En respuesta al atentado, el gobierno pakistaní reforzó las medidas de seguridad en distintos puntos de la provincia de Khyber Pakhtunkhwa y declaró el estado de emergencia en hospitales de Bannu para facilitar la atención de heridos.

La creciente violencia en el noroeste pakistaní
La provincia de Khyber Pakhtunkhwa se convirtió durante los últimos años en uno de los principales focos de violencia armada en Pakistán. Su cercanía con Afganistán y la presencia de distintos grupos extremistas mantienen a la región bajo permanente tensión.
Los ataques contra policías, militares y edificios gubernamentales crecieron de manera sostenida desde 2022, según informes de seguridad y organismos internacionales. En muchos casos, las acciones incluyen atentados suicidas, coches bomba y ataques coordinados contra puestos de control o instalaciones oficiales.
Uno de los antecedentes más graves recientes ocurrió en enero de 2023, cuando un atentado suicida en una mezquita ubicada dentro de un complejo policial en Peshawar dejó decenas de muertos, entre ellos numerosos agentes de seguridad.

Además de la actividad del TTP, Pakistán enfrenta amenazas provenientes de otras organizaciones insurgentes y separatistas, especialmente en provincias como Baluchistán, donde también se registraron ataques de gran escala durante 2026.
La situación incrementó las tensiones diplomáticas entre Islamabad y Kabul. El gobierno pakistaní acusa desde hace tiempo a Afganistán de permitir la presencia de militantes en su territorio, una acusación rechazada por las autoridades talibanas afganas, que sostienen que la inseguridad en Pakistán responde a problemas internos.

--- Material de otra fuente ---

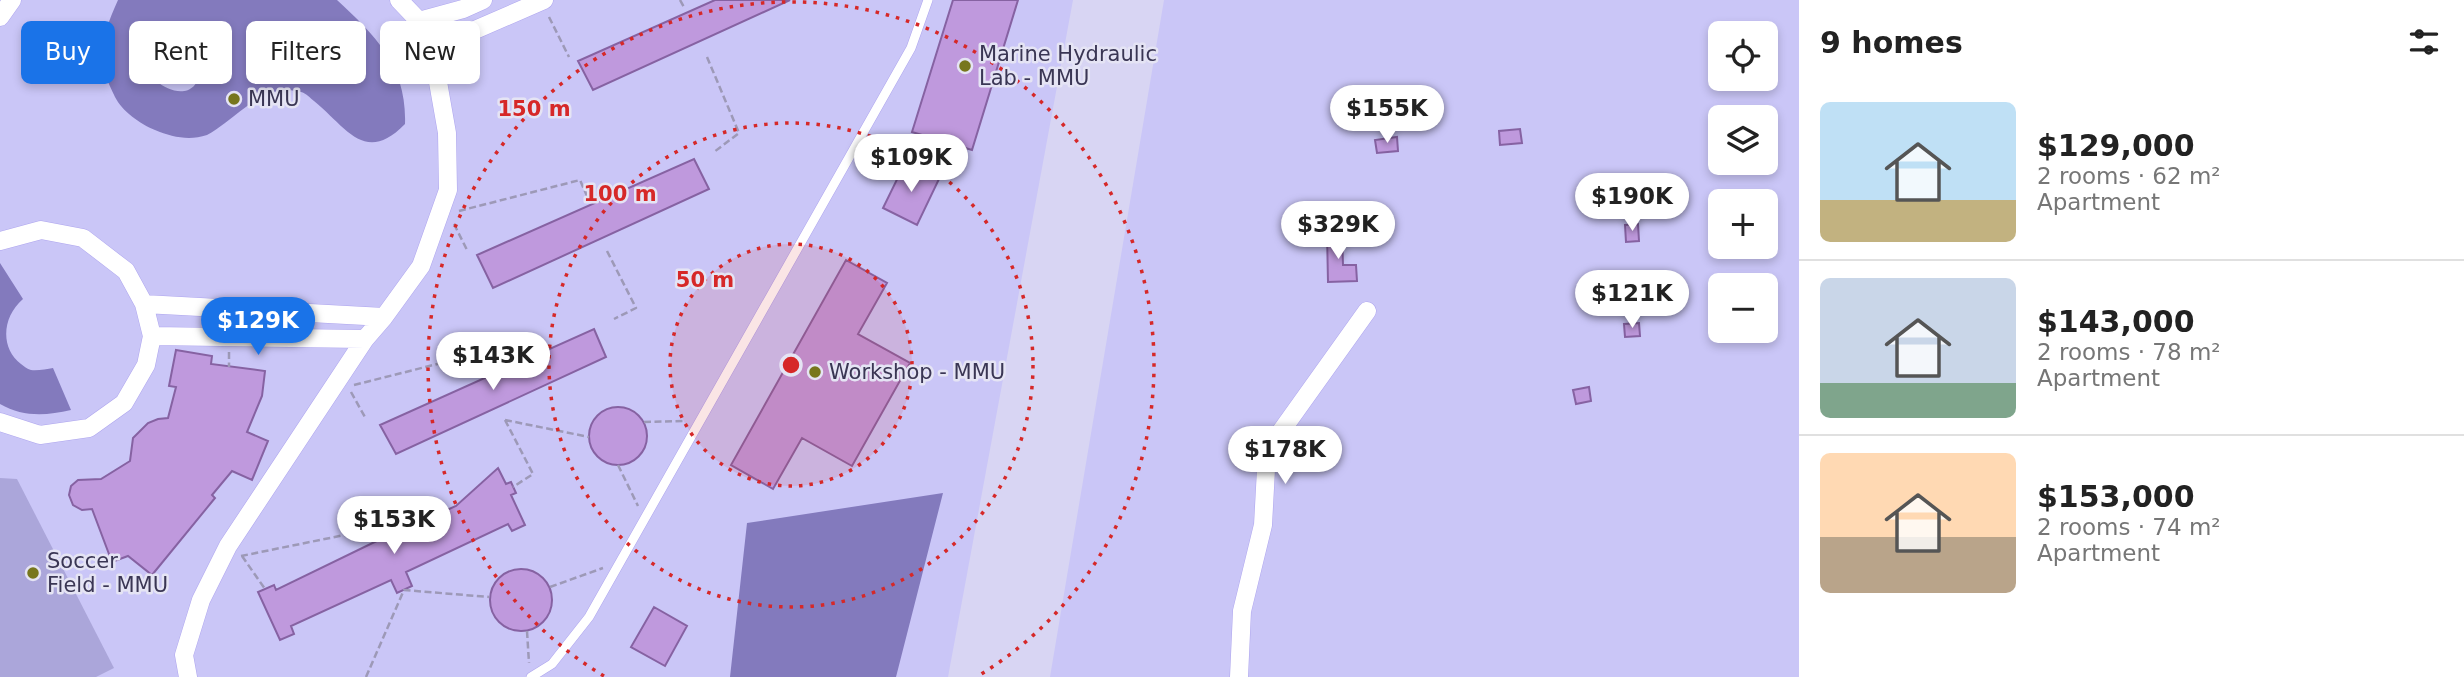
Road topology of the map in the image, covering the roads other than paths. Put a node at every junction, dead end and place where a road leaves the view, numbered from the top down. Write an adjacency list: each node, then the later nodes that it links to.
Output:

Especialistas en seguridad internacional advierten que el crecimiento de la violencia podría afectar nuevamente la estabilidad regional y complicar las relaciones entre ambos países, históricamente marcadas por conflictos fronterizos y disputas vinculadas al terrorismo.
Mientras tanto, las fuerzas de seguridad pakistaníes continúan trabajando en la zona del atentado para identificar a todos los responsables y determinar cómo se organizó el ataque contra el puesto policial de Bannu. Las autoridades no descartaron nuevas operaciones militares en regiones fronterizas durante los próximos días.